Vor knapp 110 Jahren Jahren wurde die Bahnstrecke fertiggestellt, nach 27 Jahren mühevoller Arbeit, eine technische Meisterleistung. Im Tunnel Balta schraubt sich der Zug im Berg über 1,5 Kilometer in Form einer Acht Kurve um Kurve nach oben. Die Puente Infiernillo („Kleine Hölle“) verbindet über eine Brücke zwei Tunnel in gegenüberliegenden Bergrücken. Schienen und Brücken wurden, in Teile zerlegt, aus den USA, Frankreich und England herbeigeschifft, ebenso wie später die Lokomotiven und Wagen.
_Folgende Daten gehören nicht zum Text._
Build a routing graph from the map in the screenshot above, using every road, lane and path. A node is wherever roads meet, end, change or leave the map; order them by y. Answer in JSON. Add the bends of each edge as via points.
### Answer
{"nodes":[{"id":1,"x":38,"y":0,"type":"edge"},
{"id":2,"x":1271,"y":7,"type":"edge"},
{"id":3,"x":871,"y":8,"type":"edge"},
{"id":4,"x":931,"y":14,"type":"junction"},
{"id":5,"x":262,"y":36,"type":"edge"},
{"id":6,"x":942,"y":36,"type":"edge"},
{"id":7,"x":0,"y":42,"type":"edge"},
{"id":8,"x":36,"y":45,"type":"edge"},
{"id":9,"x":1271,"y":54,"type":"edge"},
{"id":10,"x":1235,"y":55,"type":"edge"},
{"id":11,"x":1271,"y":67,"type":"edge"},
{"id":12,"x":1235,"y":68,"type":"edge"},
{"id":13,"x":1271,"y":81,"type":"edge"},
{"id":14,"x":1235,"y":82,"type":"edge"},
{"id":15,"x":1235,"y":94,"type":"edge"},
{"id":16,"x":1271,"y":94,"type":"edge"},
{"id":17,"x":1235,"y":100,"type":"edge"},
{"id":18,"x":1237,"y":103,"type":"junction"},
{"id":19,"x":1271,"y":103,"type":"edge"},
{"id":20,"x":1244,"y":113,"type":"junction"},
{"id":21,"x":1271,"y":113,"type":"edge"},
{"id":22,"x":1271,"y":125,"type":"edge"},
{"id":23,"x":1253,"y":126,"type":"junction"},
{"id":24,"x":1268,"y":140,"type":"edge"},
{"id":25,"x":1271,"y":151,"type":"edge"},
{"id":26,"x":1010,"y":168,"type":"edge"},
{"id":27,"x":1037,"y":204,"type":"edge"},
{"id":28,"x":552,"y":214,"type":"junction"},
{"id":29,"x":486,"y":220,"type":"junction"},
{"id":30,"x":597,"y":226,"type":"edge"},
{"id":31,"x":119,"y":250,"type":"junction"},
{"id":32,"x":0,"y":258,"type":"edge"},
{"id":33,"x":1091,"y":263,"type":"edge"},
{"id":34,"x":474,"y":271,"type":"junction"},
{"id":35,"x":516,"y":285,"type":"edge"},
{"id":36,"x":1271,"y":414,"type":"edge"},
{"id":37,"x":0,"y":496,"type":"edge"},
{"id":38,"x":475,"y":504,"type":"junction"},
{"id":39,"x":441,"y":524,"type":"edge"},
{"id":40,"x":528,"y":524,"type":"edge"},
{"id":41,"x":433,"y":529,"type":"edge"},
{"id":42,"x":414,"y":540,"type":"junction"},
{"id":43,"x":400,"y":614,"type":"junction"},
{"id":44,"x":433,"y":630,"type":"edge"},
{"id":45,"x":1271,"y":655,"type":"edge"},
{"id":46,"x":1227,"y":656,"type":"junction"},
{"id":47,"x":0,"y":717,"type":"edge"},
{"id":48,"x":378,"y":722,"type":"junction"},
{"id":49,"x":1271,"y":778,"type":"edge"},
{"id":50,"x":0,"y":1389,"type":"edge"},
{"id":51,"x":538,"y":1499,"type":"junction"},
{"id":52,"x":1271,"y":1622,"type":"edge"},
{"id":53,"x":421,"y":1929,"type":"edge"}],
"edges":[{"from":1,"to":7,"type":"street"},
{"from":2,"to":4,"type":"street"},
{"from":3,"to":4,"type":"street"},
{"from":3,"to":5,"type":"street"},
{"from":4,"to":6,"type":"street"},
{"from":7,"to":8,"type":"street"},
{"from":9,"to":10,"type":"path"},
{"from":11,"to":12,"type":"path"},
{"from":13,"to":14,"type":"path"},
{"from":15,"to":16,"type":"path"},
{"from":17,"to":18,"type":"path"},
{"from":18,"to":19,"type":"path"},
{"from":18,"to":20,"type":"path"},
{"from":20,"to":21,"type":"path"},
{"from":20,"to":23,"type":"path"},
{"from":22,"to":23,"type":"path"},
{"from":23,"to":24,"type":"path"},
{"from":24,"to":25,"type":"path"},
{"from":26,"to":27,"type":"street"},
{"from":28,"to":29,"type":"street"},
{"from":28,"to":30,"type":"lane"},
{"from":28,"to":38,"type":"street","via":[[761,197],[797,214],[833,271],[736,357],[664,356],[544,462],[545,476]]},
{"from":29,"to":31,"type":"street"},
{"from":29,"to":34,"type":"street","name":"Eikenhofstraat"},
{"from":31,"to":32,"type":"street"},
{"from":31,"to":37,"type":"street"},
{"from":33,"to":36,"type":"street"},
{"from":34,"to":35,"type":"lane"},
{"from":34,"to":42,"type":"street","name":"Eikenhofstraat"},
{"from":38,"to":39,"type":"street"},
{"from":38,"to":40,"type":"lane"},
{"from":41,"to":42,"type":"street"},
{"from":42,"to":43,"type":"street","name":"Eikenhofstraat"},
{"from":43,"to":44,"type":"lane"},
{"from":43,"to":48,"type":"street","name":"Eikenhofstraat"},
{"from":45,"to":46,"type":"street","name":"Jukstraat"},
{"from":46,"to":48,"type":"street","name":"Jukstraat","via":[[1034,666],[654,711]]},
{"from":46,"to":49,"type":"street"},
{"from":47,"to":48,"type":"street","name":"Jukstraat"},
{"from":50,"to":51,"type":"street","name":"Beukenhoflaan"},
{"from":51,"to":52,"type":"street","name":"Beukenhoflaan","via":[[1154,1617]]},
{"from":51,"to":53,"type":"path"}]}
Für den Bau wurden zehntausende Arbeiter angeworben, aus Peru, Chile und China. Etliche kamen dabei ums Leben.

Der Zug zuckelt weiter hinauf. Nach vielen Stunden und Tausenden Höhenmetern sind wir in den Hochebenen angekommen, die Luft wird dünner, das Herz pumpt. Viele Mitreisende dösen ein. Am Ticlio-Pass auf über 4800 Meter Höhe fangen die Kleinkinder an zu weinen, manche übergeben sich. Eine Krankenschwester an Bord versorgt sie mit Koka-Tee, einem altbewährten Mittel gegen Höhenkrankheit, und Lutschbonbons. Dann kommen die Schmelzhütten von La Oroya. Wüst sieht die Gegend hier aus, riesige Maschinen, Schlote, staubbedeckte Berge. Hier werden die kostbaren Rohstoffe aus den Minen des Hochlands verarbeitet und eingeschmolzen. Hier zeigt sich das Ausmaß, mit dem die Menschen die Erde ausnehmen wie eine Weihnachtsgans. La Oroya zählte jahrelang zu den am stärksten verschmutzten Städten der Welt. Die Luft ist voller Blei, im Montaro Fluss schwimmt kein Fisch mehr und die Berghänge der Anden sind hier kalkweiß, weil das Schwefeldioxid aus den Schornsteinen der Schmelzhütten alle Bäume, Büsche und das Gras abgetötet hat.klIMG_6302

Die Bahnstrecke Lima-Huancayo ist normalerweise ausschließlich Güterzügen vorbehalten. Jeden Tag fahren Waggons voll mit Kupfer, Zink, Silber hinab nach Lima und verschiffen die wertvollen Erze in alle Welt. Der Hunger nach Rohstoffen ist groß, also bohren sich die Maschinen weiter in die Erde, die Gruben der Minen werden immer tiefer, in manchen Städten (Cerro de Pasco) fällt die Stadt fast in den Abgrund der Minen hinein.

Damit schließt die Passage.